Güneri Cıvaoğlu

Güneri Cıvaoğlu

ngunericivaoglu@gmail.com

Tüm Yazıları
Haberin Devamı

Sadece Türkiye’nin değil Avrupa’nın da sorunu “yabancılar...” Türkiye’de olumsuzluk yükselişe geçiyor ama Avrupa’da bu süreç çoktan yaşanmakta.

Popülist, yabancı düşmanı partilerin oyları yükselirken, merkez partiler oy kanaması geçiriyor.

İkinci Dünya Savaşı sonrasında Hitler’in sağcı ve insan haklarını “soykırıma” varacak kadar vahim ihlallerine tepki dalgaları kabarmıştı.

Bu nedenle “sosyal adalet, insan hakları, sosyal devlet, laisizm/sekülarizm” değerlerini savunan “sosyal demokrat partiler” uzun sürelerle iktidar oldular.

Ama...

Özellikle, üçüncü dünya ülkelerinden göçler son yıllarda bu duyarlığı aşındırdı.

Yerli nüfus işlerini göçmenlere kaptırmanın ve ekonomik olarak güven kaybının faturasını yabancılara çıkartmaya başladı.

Buna göçmenlerden çok küçük de olsa bir kesimin terör ve şiddet üretmeleriyle oluşan olumsuz psikoloji de eklendi.

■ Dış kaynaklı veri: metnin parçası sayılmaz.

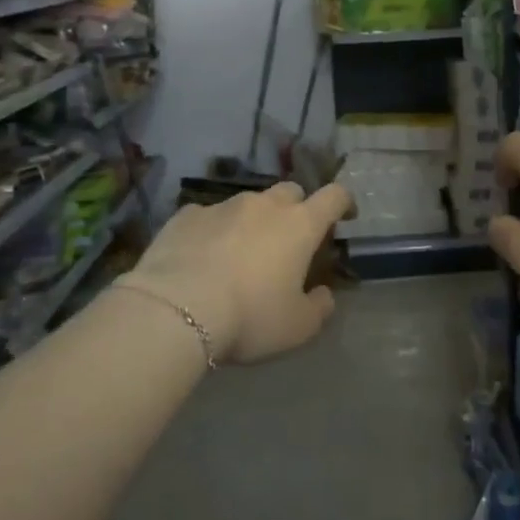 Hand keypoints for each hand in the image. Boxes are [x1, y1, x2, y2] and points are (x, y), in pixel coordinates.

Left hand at [120, 182, 352, 364]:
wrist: (175, 309)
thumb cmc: (250, 317)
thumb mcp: (298, 327)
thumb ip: (320, 307)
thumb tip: (323, 294)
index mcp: (300, 225)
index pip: (334, 196)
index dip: (343, 203)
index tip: (344, 216)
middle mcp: (264, 205)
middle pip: (290, 191)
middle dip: (295, 209)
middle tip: (289, 240)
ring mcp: (222, 206)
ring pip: (247, 204)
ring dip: (252, 222)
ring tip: (240, 254)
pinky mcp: (185, 216)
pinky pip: (208, 217)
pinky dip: (213, 231)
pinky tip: (201, 258)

“Tereddütler” zamanla “yabancı düşmanlığına” evrilirken, sağ partiler geometrik diziyle oy artırma sürecine girdi.

Liderler de bu zihniyetin ürünü oldular.

Tipik örnek “Göçmenlere karşı güney sınırımız boyunca Meksika’yla aramıza duvar öreceğim” diyen Trump’ın Başkan olmasıdır.

Fransa’da sağcı lider Le Pen’in sıçrayışı da öyle...

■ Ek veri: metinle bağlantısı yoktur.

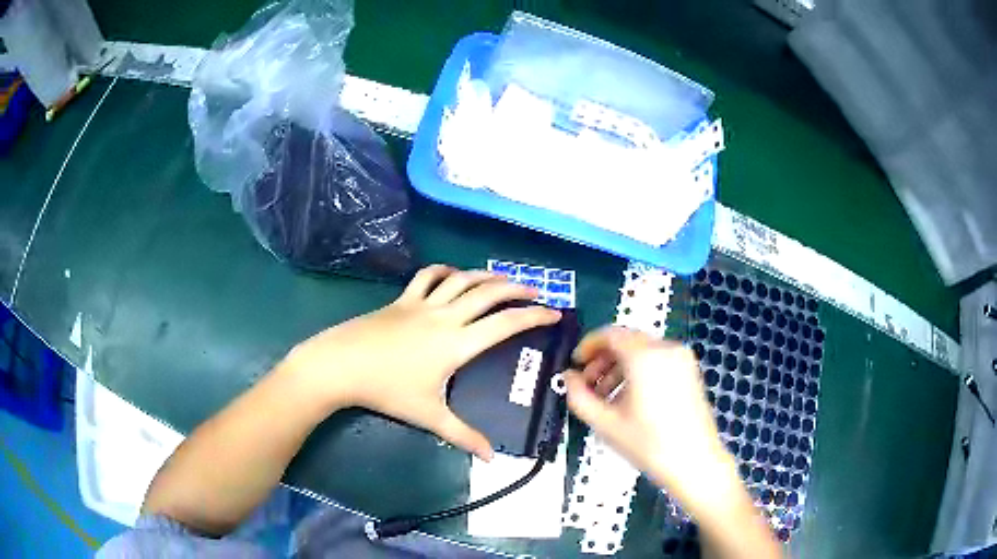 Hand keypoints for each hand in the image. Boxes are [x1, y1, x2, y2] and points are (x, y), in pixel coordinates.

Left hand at [283, 265, 560, 460]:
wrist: (341, 365)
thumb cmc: (387, 390)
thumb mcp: (428, 415)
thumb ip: (462, 435)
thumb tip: (491, 459)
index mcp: (456, 344)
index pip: (504, 324)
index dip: (533, 316)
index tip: (554, 312)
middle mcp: (445, 316)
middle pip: (488, 293)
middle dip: (517, 288)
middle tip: (537, 290)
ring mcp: (421, 303)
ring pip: (462, 280)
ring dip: (486, 276)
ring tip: (503, 279)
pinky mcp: (401, 299)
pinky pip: (427, 276)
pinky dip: (445, 270)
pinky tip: (453, 273)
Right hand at [564, 327, 730, 495]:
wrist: (694, 462)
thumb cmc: (649, 444)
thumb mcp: (605, 423)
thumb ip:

İngiltere’de Brexit oylaması da “AB’de kalırsak Türkler serbest dolaşımla gelecekler” söyleminin yoğun kullanımıyla “HAYIR” sonucuna ulaşmıştı.

....................

Göçmen dalgalarının bir diğer etkisi de “küreselleşme” sürecine vurduğu darbedir.

Başta ABD olmak üzere Batı ülkeleri kendi içlerine kapanan bir tür “korumacılık” dönemine geçmekte.

Trump’ın “Önce Amerika” söylemi bu akımın simgesidir.

Çin’e karşı ABD’nin getirdiği vergiler... Hatta AB’ye de buna benzer uygulamaları ister istemez diğer Batı ülkelerini de etkilemekte.

İngiltere’nin AB’den ayrılması da küreselleşmede büyük ve derin bir fay kırılması oldu. İngiltere yeniden “ada devleti” konseptine dönüş yapmış bulunuyor.

Almanya, üye ülkelerin dev mıknatısı olmasa Avrupa Birliği de çözülür.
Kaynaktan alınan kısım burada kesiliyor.